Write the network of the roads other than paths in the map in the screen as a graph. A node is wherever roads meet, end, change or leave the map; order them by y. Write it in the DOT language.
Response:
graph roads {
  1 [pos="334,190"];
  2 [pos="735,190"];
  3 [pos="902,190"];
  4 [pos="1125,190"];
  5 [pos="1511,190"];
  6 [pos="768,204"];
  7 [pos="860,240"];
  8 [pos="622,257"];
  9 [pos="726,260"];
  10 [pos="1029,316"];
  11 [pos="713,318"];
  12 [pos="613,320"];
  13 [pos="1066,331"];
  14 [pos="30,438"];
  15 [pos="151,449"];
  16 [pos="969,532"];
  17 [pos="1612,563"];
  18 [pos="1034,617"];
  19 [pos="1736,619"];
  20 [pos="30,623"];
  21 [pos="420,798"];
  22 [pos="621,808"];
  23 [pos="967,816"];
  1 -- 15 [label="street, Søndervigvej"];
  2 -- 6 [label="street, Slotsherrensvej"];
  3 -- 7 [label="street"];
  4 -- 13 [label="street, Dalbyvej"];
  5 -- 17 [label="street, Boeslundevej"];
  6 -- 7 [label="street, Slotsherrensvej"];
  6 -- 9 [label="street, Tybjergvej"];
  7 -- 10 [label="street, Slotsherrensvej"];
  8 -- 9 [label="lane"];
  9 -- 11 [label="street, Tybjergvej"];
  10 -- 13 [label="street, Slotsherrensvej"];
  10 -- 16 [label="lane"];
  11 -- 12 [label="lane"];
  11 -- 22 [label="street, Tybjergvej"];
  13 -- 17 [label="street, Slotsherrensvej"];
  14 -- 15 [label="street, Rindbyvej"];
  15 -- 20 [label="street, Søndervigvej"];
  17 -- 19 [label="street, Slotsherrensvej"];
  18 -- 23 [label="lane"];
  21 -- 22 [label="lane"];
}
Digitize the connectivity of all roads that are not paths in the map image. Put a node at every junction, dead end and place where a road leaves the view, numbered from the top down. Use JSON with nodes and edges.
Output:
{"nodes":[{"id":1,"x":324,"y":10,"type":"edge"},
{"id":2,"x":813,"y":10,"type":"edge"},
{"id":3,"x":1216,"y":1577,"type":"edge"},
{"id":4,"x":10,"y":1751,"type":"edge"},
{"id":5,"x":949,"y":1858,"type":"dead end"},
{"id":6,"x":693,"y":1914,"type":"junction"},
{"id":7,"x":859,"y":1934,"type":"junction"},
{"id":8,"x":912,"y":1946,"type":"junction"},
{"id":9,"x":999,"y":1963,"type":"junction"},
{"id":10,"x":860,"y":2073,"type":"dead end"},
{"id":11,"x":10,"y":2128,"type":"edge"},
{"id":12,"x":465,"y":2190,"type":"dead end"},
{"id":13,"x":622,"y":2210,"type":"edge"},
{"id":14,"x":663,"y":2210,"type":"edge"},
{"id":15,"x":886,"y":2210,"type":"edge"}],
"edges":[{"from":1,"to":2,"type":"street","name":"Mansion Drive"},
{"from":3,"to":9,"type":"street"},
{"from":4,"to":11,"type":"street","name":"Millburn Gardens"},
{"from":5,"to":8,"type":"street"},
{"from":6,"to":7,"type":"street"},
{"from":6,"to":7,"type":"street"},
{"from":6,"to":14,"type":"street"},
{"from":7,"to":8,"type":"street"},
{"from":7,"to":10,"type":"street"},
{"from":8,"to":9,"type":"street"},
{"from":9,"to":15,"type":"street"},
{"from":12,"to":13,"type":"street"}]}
☆ ☆ ☆ ☆ ☆ ☆ ☆
◆ Directions for this task ◆
The answer must be one number: how many lines in the records above contain "Søndervigvej".

◆ Exercise answer ◆
2